_What the task asks_: For each entry below, write an exact copy and leave out the images.

[Collected data]
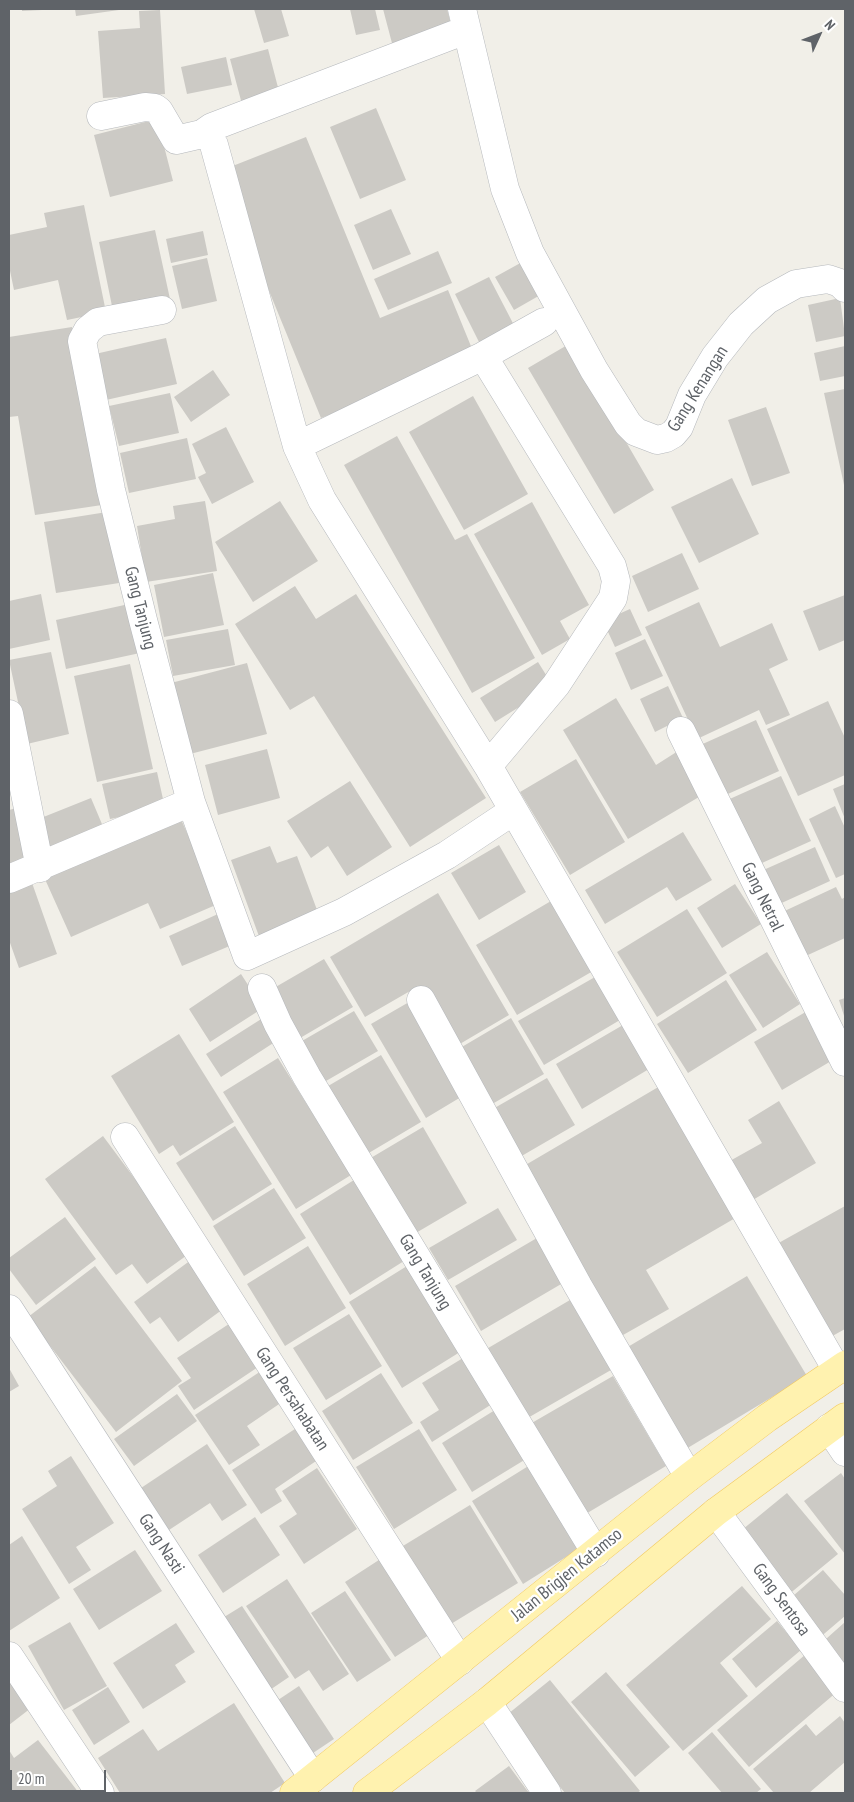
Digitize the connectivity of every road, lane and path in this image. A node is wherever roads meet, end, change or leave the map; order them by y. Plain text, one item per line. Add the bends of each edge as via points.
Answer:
1 (464, 20) edge
2 (102, 116) dead end
3 (214, 145) dead end
4 (845, 288) edge
5 (162, 310) dead end
6 (554, 319) junction
7 (483, 356) junction
8 (297, 446) junction
9 (9, 714) edge
10 (681, 731) dead end
11 (488, 766) junction
12 (191, 802) junction
13 (513, 812) junction
14 (40, 868) junction
15 (9, 879) edge
16 (262, 988) dead end
17 (421, 1000) dead end
18 (845, 1062) edge
19 (124, 1138) dead end
20 (9, 1309) edge
21 (841, 1367) edge
22 (837, 1422) edge
23 (845, 1452) edge
24 (689, 1477) junction
25 (716, 1512) junction
26 (596, 1553) junction
27 (9, 1656) edge
28 (460, 1661) junction
29 (845, 1688) edge
30 (487, 1702) junction
31 (303, 1786) edge
32 (100, 1793) edge
33 (367, 1793) edge
34 (547, 1793) edge

1 - 2 street via 202,134 176,140 155,108
1 - 6 street via 505,189
3 - 8 street
4 - 6 street, Gang Kenangan via 828,279 796,284 767,300 741,324 715,357 692,395 679,427 666,438 657,440 644,436 628,424
5 - 12 street, Gang Tanjung via 98,322 82,341 111,490
6 - 7 street
7 - 8 street
7 - 11 street via 612,566 616,580 613,598 556,684
8 - 11 street via 322,500
9 - 14 street
10 - 18 street, Gang Netral
11 - 13 street
12 - 13 street, Gang Tanjung via 247,956 352,907 447,856
12 - 14 street
13 - 21 street
14 - 15 street
16 - 26 street, Gang Tanjung via 307,1077
17 - 24 street via 578,1286
19 - 28 street, Gang Persahabatan
20 - 31 street, Gang Nasti
21 - 24 main road, Jalan Brigjen Katamso
22 - 23 street
22 - 25 main road
24 - 26 main road, Jalan Brigjen Katamso
25 - 29 street, Gang Sentosa
25 - 30 main road
26 - 28 main road, Jalan Brigjen Katamso
27 - 32 street
28 - 31 main road, Jalan Brigjen Katamso
30 - 33 main road
30 - 34 street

_Solution to this task_:
Digitize the connectivity of every road, lane and path in this image. A node is wherever roads meet, end, change or leave the map; order them by y. Plain text, one item per line. Add the bends of each edge as via points.
Answer:
1 (464, 20) edge
2 (102, 116) dead end
3 (214, 145) dead end
4 (845, 288) edge
5 (162, 310) dead end
6 (554, 319) junction
7 (483, 356) junction
8 (297, 446) junction
9 (9, 714) edge
10 (681, 731) dead end
11 (488, 766) junction
12 (191, 802) junction
13 (513, 812) junction
14 (40, 868) junction
15 (9, 879) edge
16 (262, 988) dead end
17 (421, 1000) dead end
18 (845, 1062) edge
19 (124, 1138) dead end
20 (9, 1309) edge
21 (841, 1367) edge
22 (837, 1422) edge
23 (845, 1452) edge
24 (689, 1477) junction
25 (716, 1512) junction
26 (596, 1553) junction
27 (9, 1656) edge
28 (460, 1661) junction
29 (845, 1688) edge
30 (487, 1702) junction
31 (303, 1786) edge
32 (100, 1793) edge
33 (367, 1793) edge
34 (547, 1793) edge

1 - 2 street via 202,134 176,140 155,108
1 - 6 street via 505,189
3 - 8 street
4 - 6 street, Gang Kenangan via 828,279 796,284 767,300 741,324 715,357 692,395 679,427 666,438 657,440 644,436 628,424
5 - 12 street, Gang Tanjung via 98,322 82,341 111,490
6 - 7 street
7 - 8 street
7 - 11 street via 612,566 616,580 613,598 556,684
8 - 11 street via 322,500
9 - 14 street
10 - 18 street, Gang Netral
11 - 13 street
12 - 13 street, Gang Tanjung via 247,956 352,907 447,856
12 - 14 street
13 - 21 street
14 - 15 street
16 - 26 street, Gang Tanjung via 307,1077
17 - 24 street via 578,1286
19 - 28 street, Gang Persahabatan
20 - 31 street, Gang Nasti
21 - 24 main road, Jalan Brigjen Katamso
22 - 23 street
22 - 25 main road
24 - 26 main road, Jalan Brigjen Katamso
25 - 29 street, Gang Sentosa
25 - 30 main road
26 - 28 main road, Jalan Brigjen Katamso
27 - 32 street
28 - 31 main road, Jalan Brigjen Katamso
30 - 33 main road
30 - 34 street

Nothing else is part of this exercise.